+++ DATA FOR THIS EXERCISE +++

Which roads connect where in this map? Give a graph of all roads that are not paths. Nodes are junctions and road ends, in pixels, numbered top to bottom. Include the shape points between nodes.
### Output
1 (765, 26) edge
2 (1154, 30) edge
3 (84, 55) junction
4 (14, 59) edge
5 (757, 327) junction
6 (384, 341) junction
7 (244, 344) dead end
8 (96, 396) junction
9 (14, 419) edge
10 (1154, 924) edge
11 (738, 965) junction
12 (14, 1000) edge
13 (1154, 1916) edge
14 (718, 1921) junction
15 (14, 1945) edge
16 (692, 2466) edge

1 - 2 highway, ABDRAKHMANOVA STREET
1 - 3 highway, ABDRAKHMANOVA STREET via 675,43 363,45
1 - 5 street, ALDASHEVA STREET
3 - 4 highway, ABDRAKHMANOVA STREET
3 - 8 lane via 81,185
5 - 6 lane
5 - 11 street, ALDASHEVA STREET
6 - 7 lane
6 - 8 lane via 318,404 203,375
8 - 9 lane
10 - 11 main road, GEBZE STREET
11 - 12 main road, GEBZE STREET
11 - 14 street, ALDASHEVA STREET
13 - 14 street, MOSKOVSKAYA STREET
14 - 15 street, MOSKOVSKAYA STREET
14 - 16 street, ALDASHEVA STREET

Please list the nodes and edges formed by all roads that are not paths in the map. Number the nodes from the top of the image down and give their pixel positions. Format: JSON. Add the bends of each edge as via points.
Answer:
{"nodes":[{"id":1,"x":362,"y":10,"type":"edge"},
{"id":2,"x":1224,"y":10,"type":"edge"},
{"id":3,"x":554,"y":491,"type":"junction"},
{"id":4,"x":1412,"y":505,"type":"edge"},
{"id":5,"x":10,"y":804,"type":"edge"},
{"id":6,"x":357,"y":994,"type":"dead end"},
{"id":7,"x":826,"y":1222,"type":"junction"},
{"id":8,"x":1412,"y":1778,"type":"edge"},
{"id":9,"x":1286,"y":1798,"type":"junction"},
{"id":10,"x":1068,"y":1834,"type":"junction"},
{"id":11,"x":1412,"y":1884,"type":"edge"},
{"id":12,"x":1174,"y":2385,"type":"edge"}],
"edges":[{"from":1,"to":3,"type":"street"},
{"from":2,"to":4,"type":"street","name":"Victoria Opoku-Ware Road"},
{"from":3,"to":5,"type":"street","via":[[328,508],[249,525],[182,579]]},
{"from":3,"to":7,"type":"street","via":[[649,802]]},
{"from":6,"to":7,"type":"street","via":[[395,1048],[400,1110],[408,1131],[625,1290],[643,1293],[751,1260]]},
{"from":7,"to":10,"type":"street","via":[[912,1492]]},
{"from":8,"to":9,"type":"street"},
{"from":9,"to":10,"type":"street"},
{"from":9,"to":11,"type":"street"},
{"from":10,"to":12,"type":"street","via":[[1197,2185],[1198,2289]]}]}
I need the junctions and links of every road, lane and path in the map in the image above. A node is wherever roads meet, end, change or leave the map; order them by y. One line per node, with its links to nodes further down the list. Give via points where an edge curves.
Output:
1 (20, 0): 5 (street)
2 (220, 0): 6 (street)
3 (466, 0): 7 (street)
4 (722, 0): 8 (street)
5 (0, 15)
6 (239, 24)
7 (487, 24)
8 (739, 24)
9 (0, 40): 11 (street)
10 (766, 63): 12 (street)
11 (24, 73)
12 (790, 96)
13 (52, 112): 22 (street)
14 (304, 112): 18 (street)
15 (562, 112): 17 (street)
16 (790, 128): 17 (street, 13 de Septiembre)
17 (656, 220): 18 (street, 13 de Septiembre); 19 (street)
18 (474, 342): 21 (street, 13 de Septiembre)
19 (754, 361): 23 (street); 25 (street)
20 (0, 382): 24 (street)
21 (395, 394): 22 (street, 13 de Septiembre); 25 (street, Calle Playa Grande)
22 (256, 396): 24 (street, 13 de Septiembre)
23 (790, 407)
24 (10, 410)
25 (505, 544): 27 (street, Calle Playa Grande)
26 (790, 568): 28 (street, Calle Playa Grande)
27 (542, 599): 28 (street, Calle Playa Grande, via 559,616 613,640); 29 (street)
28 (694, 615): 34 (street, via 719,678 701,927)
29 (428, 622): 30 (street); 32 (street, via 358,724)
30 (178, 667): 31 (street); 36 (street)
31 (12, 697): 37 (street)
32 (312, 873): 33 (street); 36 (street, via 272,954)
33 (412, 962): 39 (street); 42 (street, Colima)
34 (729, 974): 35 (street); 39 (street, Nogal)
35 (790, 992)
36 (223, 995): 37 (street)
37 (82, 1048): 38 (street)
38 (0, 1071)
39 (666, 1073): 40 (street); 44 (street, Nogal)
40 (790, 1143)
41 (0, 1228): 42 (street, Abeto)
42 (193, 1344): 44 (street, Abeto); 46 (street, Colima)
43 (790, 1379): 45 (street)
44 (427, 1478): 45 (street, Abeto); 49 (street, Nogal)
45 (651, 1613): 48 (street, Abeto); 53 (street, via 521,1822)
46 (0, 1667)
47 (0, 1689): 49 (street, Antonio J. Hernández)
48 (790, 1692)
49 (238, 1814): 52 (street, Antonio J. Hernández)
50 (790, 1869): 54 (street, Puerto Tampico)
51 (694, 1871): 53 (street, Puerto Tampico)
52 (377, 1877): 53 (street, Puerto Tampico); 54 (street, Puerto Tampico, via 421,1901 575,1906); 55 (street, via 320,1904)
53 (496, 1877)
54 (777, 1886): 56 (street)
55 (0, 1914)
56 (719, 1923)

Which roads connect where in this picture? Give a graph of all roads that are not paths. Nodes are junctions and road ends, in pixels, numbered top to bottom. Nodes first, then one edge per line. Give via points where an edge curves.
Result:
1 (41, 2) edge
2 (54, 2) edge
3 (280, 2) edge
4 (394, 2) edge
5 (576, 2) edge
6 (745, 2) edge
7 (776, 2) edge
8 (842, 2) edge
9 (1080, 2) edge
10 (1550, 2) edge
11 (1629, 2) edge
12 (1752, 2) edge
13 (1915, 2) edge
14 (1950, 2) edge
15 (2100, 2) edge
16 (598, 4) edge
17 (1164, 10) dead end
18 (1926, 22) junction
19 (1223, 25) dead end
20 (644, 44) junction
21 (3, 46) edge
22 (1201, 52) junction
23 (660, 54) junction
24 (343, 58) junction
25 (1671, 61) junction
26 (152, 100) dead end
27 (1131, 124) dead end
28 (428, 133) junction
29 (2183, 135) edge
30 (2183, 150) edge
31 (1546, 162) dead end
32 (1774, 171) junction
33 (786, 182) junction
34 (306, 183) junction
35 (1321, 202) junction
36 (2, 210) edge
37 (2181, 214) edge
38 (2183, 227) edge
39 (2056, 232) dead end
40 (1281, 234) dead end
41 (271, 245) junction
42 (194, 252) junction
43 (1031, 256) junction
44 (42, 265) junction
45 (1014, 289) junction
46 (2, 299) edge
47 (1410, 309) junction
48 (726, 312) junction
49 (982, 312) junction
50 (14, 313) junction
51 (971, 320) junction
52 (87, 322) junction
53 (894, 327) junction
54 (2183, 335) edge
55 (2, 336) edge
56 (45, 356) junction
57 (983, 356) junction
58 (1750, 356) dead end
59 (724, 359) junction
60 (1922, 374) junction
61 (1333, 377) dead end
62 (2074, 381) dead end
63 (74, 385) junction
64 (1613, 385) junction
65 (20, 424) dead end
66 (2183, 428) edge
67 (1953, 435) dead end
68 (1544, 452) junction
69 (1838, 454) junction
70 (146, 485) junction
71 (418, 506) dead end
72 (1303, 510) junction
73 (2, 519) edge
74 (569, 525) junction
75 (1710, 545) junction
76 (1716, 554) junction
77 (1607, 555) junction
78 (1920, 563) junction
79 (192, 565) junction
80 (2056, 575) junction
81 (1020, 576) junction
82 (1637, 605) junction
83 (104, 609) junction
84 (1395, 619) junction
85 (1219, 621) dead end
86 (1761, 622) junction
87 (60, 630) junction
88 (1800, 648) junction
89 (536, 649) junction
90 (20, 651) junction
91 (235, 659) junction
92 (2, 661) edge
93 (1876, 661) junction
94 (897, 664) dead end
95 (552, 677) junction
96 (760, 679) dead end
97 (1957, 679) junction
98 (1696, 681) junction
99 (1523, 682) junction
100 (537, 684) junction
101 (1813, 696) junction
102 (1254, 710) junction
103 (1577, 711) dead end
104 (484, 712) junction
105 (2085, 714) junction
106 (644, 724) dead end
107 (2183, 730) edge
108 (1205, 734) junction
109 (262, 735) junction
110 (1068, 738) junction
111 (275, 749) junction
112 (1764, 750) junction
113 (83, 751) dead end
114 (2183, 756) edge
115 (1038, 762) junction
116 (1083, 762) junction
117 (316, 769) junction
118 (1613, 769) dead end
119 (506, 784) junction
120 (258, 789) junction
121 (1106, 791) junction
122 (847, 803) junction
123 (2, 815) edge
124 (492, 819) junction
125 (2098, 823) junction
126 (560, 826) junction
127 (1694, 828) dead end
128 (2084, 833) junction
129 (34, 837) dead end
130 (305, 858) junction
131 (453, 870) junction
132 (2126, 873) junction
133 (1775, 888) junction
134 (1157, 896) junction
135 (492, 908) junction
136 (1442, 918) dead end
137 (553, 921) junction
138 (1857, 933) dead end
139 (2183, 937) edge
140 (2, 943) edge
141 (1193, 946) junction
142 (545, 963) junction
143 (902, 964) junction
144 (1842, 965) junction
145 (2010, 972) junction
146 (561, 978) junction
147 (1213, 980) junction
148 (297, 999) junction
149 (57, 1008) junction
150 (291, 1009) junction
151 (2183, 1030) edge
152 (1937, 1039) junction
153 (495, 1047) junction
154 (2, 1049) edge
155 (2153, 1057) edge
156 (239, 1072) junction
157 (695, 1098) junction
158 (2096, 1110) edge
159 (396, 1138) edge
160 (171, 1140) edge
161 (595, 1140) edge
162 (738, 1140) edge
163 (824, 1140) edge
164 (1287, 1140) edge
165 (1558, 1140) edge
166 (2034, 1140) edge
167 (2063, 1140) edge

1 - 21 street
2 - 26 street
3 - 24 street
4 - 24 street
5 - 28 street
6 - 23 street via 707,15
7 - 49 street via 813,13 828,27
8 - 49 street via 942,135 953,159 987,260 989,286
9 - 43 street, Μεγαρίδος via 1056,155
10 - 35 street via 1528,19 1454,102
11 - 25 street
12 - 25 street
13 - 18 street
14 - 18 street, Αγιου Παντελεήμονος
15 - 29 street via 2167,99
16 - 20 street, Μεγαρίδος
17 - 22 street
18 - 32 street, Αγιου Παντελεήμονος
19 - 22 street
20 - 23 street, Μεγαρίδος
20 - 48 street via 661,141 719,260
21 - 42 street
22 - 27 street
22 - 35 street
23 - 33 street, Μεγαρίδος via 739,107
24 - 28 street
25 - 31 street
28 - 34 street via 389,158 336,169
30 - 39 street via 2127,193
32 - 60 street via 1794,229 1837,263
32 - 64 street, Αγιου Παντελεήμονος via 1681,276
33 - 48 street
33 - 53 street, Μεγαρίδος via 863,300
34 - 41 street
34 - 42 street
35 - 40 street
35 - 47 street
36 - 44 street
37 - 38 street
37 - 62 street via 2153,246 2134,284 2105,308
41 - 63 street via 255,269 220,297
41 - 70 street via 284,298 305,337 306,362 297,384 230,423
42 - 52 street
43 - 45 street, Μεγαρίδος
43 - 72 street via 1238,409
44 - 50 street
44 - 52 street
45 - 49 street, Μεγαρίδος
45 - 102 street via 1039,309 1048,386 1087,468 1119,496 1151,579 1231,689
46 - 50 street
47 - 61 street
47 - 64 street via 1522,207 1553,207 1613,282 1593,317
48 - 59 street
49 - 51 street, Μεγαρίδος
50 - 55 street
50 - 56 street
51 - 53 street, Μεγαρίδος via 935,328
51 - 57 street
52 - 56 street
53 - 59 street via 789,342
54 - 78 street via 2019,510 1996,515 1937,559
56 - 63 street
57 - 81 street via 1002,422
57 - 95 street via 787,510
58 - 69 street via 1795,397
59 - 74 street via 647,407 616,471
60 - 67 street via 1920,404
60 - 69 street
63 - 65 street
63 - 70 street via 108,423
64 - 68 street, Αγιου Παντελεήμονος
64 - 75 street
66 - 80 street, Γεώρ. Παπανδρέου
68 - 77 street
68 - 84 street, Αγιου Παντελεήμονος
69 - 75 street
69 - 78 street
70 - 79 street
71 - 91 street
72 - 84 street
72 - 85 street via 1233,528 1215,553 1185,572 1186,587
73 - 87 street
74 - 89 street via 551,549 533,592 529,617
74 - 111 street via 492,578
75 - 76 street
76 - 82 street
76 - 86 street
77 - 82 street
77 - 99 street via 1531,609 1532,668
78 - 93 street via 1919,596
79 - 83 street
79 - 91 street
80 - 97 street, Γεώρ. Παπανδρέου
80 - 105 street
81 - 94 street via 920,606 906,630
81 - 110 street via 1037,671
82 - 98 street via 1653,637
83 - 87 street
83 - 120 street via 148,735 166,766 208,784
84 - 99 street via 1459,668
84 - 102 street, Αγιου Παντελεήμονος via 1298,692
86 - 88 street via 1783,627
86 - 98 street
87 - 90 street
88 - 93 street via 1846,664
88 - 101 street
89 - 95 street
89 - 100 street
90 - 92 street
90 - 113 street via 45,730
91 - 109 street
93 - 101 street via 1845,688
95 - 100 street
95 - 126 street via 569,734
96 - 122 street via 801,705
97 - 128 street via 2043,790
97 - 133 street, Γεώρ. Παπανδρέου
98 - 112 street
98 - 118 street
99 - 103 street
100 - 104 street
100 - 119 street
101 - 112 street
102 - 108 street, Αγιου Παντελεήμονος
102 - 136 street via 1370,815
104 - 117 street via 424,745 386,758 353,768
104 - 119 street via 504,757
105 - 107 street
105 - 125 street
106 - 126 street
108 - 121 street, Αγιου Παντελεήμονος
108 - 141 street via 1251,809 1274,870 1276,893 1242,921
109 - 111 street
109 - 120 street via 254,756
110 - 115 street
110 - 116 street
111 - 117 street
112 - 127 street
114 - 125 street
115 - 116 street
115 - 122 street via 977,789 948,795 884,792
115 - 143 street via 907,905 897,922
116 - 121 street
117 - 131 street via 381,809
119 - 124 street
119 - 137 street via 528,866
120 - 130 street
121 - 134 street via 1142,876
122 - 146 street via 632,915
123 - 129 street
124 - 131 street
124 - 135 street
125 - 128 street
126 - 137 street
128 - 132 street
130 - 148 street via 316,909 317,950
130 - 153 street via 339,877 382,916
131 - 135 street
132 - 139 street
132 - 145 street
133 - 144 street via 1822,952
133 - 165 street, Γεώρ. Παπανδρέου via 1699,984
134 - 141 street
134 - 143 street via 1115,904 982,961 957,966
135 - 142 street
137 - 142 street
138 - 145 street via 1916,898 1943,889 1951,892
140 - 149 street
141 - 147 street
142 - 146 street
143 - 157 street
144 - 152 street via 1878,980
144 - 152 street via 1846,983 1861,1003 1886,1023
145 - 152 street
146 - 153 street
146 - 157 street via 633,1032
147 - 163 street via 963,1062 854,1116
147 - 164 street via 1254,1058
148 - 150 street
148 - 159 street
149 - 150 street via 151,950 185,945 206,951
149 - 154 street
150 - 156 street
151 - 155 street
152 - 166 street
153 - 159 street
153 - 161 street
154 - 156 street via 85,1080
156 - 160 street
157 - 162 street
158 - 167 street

+++

■ **WHAT YOU WILL DO**: Please count the lines above containing "Nogal"; number only.

■ **OUTPUT OF THE EXERCISE**: 3